## WHAT IS REQUIRED
Give the records below again exactly, and exclude each picture.

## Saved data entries
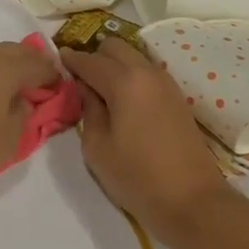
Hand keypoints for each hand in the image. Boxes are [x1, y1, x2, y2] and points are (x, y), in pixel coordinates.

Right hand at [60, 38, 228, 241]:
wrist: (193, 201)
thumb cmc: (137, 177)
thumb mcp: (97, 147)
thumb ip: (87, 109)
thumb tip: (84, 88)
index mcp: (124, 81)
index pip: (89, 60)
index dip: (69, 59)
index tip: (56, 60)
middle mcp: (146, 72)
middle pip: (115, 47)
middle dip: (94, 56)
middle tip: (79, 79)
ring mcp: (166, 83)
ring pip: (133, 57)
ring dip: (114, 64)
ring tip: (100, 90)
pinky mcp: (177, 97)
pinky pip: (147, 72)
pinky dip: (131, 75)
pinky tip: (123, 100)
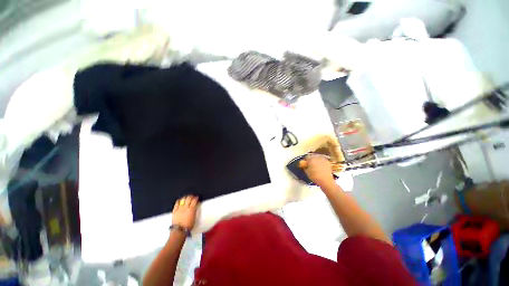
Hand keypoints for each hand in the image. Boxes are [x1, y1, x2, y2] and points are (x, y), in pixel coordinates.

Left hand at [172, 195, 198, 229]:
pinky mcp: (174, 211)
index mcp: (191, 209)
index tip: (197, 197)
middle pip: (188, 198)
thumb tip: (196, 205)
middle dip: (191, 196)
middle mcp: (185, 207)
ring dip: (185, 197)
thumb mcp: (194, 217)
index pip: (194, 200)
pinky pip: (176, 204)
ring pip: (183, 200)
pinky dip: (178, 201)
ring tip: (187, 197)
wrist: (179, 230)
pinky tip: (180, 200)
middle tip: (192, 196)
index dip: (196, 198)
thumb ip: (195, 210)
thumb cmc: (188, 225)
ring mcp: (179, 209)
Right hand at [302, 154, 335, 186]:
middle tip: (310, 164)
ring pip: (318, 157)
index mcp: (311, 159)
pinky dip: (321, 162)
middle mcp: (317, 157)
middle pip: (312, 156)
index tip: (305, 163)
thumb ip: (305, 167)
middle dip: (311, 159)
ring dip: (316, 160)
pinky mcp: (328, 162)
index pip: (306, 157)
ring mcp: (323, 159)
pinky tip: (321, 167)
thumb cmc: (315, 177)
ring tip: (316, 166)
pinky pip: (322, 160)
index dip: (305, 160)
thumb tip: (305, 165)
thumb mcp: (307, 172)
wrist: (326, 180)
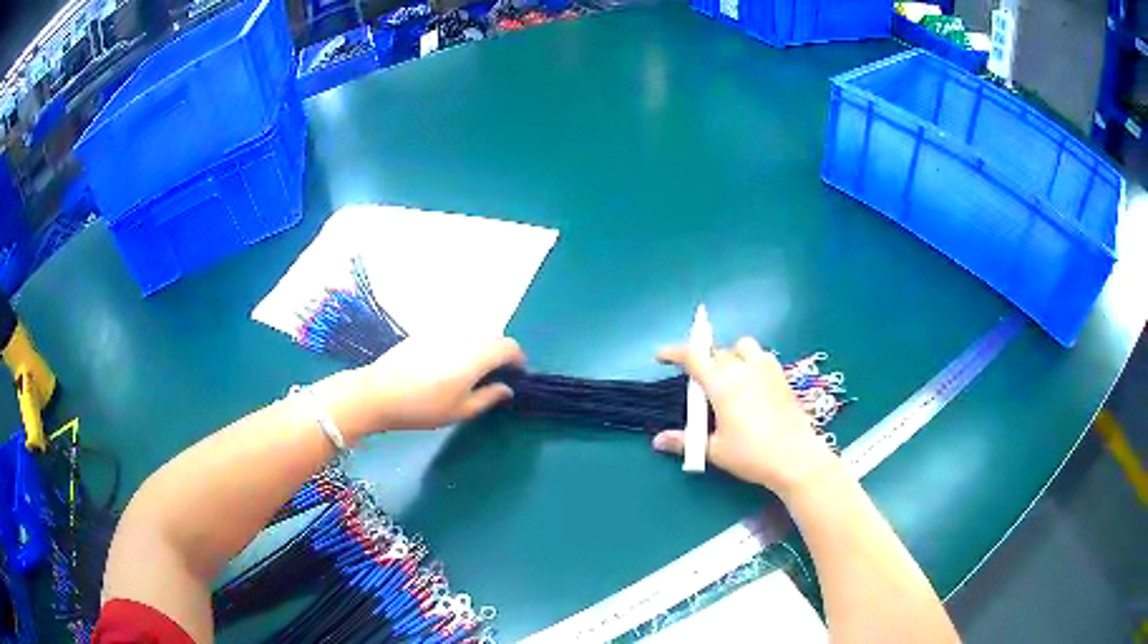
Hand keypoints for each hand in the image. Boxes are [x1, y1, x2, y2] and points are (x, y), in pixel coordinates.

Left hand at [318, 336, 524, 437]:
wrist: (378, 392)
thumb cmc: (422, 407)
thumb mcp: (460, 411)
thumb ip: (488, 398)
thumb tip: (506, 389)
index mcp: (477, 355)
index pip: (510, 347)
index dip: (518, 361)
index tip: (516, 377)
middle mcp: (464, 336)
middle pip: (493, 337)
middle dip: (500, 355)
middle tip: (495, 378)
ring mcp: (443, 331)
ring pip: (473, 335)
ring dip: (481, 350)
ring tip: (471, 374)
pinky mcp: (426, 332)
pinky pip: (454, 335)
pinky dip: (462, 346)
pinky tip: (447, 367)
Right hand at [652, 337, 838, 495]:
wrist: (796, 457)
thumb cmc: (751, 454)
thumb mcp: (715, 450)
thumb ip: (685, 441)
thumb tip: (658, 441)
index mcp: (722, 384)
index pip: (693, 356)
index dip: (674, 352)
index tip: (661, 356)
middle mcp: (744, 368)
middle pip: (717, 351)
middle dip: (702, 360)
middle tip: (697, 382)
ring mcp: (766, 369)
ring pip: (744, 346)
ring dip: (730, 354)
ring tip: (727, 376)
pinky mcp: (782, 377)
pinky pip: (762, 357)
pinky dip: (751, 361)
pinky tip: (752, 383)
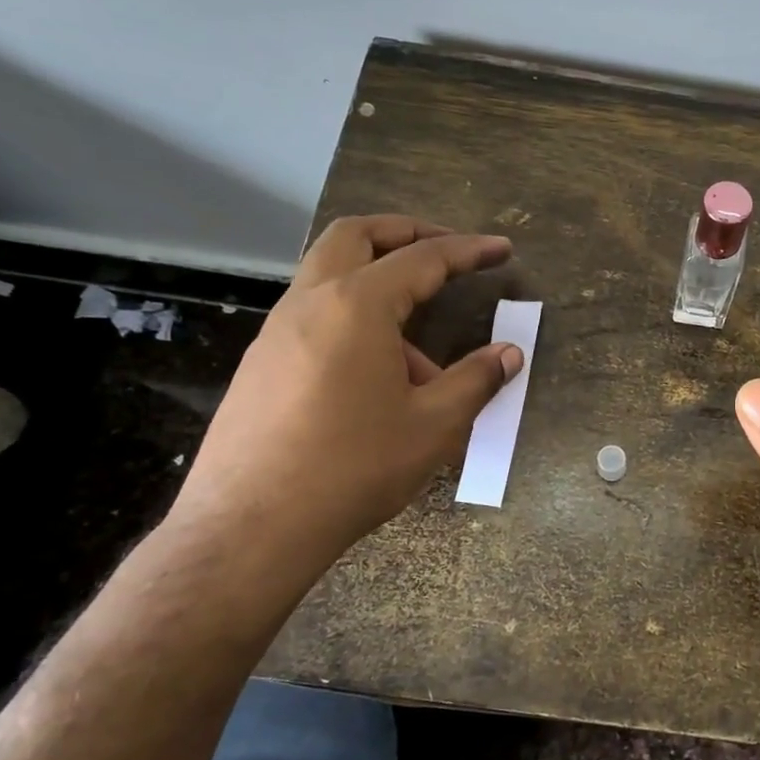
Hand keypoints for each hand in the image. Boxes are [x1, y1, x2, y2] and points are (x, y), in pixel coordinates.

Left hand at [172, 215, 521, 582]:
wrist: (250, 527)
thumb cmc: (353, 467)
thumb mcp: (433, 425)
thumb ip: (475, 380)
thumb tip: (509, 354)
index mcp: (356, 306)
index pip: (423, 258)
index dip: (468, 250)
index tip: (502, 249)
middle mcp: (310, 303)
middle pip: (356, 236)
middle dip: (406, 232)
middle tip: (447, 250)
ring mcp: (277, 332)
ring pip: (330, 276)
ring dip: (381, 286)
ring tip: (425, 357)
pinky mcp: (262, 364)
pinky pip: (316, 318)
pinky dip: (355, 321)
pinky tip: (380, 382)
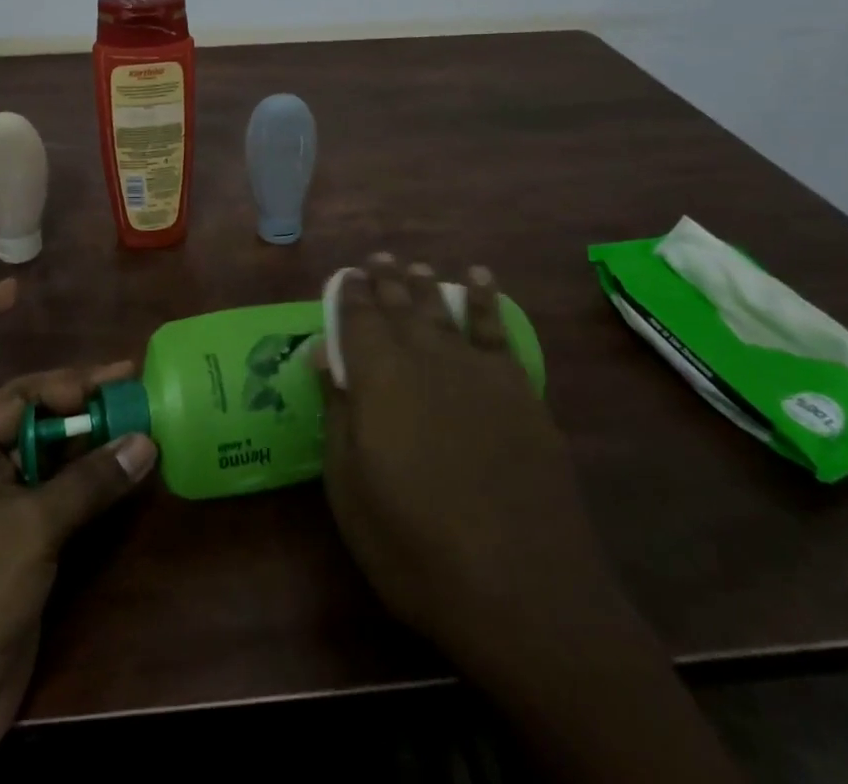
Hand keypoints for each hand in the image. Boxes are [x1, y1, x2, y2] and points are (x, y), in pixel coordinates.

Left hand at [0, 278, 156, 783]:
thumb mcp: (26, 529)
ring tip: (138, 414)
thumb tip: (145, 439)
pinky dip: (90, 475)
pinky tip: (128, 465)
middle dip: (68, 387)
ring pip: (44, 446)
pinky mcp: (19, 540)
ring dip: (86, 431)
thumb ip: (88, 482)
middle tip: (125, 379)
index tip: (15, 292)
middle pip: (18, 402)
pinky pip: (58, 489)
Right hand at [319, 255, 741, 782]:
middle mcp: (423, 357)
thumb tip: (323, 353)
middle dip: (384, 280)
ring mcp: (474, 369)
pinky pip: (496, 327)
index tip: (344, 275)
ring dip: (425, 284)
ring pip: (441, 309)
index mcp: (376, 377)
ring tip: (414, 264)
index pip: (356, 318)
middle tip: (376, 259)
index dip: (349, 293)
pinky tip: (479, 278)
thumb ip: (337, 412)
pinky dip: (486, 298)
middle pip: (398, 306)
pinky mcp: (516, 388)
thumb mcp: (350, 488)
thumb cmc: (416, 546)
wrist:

## EXPECTED ANSWER
Hand keypoints for each hand in the image. Boxes are [x1, y1, x2, y2] and points are (x, y), in pixel coordinates.

Right hand at [60, 38, 228, 241]:
wrist: (193, 201)
thumb cmc: (137, 177)
thumb mcp: (97, 147)
thumb ip: (87, 109)
thumb tip: (84, 88)
index mcp: (124, 81)
index pip: (89, 60)
index dip: (69, 59)
index tip: (56, 60)
middle mcp: (146, 72)
middle pip: (115, 47)
middle dip: (94, 56)
middle tip: (79, 79)
ring mcp: (166, 83)
ring pip: (133, 57)
ring dip: (114, 64)
ring tip: (100, 90)
pinky mcp: (177, 97)
pinky pip: (147, 72)
pinky dip: (131, 75)
pinky tip: (123, 100)
Hand keypoints for each hand in the image. Boxes are [x1, y1, x2, y2] and points are (x, y), in pixel coordinates.

Left hand at [172, 195, 198, 229]:
pinky mcp: (174, 211)
index mcp: (191, 209)
index tip: (197, 197)
middle pip: (188, 198)
thumb tip: (196, 205)
middle dip: (191, 196)
middle mcp: (185, 207)
ring dip: (185, 197)
thumb mcp: (194, 217)
index pip: (194, 200)
pinky pip: (176, 204)
ring pip: (183, 200)
pinky dip: (178, 201)
ring tip: (187, 197)
wrist: (179, 230)
pinky tip: (180, 200)
middle tip: (192, 196)
index dip: (196, 198)
thumb ip: (195, 210)
thumb cmc: (188, 225)
ring mcp: (179, 209)
Right hand at [302, 154, 335, 186]:
middle tip: (310, 164)
ring pip: (318, 157)
index mcp: (311, 159)
pinky dip: (321, 162)
middle mcp: (317, 157)
middle pip: (312, 156)
index tip: (305, 163)
thumb ip: (305, 167)
middle dip: (311, 159)
ring dip: (316, 160)
pinky mcp: (328, 162)
index pip: (306, 157)
ring mcp: (323, 159)
pinky tip: (321, 167)
thumb cmc: (315, 177)
ring tip: (316, 166)
pinky pip: (322, 160)
index dip: (305, 160)
thumb tip: (305, 165)
thumb mcp: (307, 172)
wrist: (326, 180)
Hand keypoints for each hand in the image. Boxes are [x1, y1, x2, y2] and points are (x, y), in pixel coordinates.

Left hand at [318, 336, 524, 437]:
wrist: (378, 392)
thumb cmc: (422, 407)
thumb mcp: (460, 411)
thumb ip: (488, 398)
thumb tip: (506, 389)
index mcp: (477, 355)
index pip: (510, 347)
index dip: (518, 361)
index tip: (516, 377)
middle mcp: (464, 336)
middle pip: (493, 337)
middle dip: (500, 355)
middle tip: (495, 378)
ring mcp: (443, 331)
ring pip: (473, 335)
ring dip: (481, 350)
ring tip: (471, 374)
pinky mcp: (426, 332)
pinky pip: (454, 335)
pinky dip: (462, 346)
pinky tip: (447, 367)
Right hand at [652, 337, 838, 495]:
wrist: (796, 457)
thumb cmc: (751, 454)
thumb mcp: (715, 450)
thumb ip: (685, 441)
thumb tip: (658, 441)
index mcp: (722, 384)
index pip: (693, 356)
index dip: (674, 352)
index tip: (661, 356)
middle mcp: (744, 368)
middle pip: (717, 351)
middle dip: (702, 360)
middle tip: (697, 382)
ring mcp: (766, 369)
ring pip: (744, 346)
ring dip: (730, 354)
ring tip: (727, 376)
pinky mcp: (782, 377)
pinky pip: (762, 357)
pinky dip: (751, 361)
pinky tip: (752, 383)
Hand keypoints for each hand in the image. Boxes are [x1, y1, x2, y2] and points are (x, y), in pixel coordinates.

Left hand at [172, 215, 521, 582]:
wrist: (250, 527)
thumb cmc: (353, 467)
thumb mcp: (433, 425)
thumb ip: (475, 380)
thumb tip: (509, 354)
index mcp: (356, 306)
index pip: (423, 258)
index dip: (468, 250)
index tip: (502, 249)
middle mcp: (310, 303)
middle pip: (356, 236)
middle dip: (406, 232)
middle tip: (447, 250)
ring mcp: (277, 332)
ring pip: (330, 276)
ring dip: (381, 286)
ring tip: (425, 357)
pinky mcp: (262, 364)
pinky pip: (316, 318)
pinky dip: (355, 321)
pinky tip: (380, 382)
Hand keypoints for each hand in the image. Boxes are [x1, y1, x2, y2] and points are (x, y), in pixel coordinates.

Left hand at [0, 278, 156, 783]:
thumb mcp: (26, 529)
ring tip: (138, 414)
thumb tip: (145, 439)
pinky dip: (90, 475)
pinky tip: (128, 465)
middle dip: (68, 387)
ring pip: (44, 446)
pinky mcp: (19, 540)
ring dip: (86, 431)
thumb ip: (88, 482)
middle tip: (125, 379)
index tip: (15, 292)
middle pip: (18, 402)
pinky pip: (58, 489)
Right hand at [319, 255, 741, 782]:
middle mcp: (423, 357)
thumb tip: (323, 353)
middle dip: (384, 280)
ring mcp: (474, 369)
pinky pip: (496, 327)
index tip: (344, 275)
ring dip: (425, 284)
ring pip: (441, 309)
index mcp: (376, 377)
ring tip: (414, 264)
index pip: (356, 318)
middle tip: (376, 259)
index dip: (349, 293)
pinky tip: (479, 278)
thumb ip: (337, 412)
pinky dip: (486, 298)
middle pip: (398, 306)
pinky mcp: (516, 388)
thumb mcp: (350, 488)
thumb cmc: (416, 546)
wrist:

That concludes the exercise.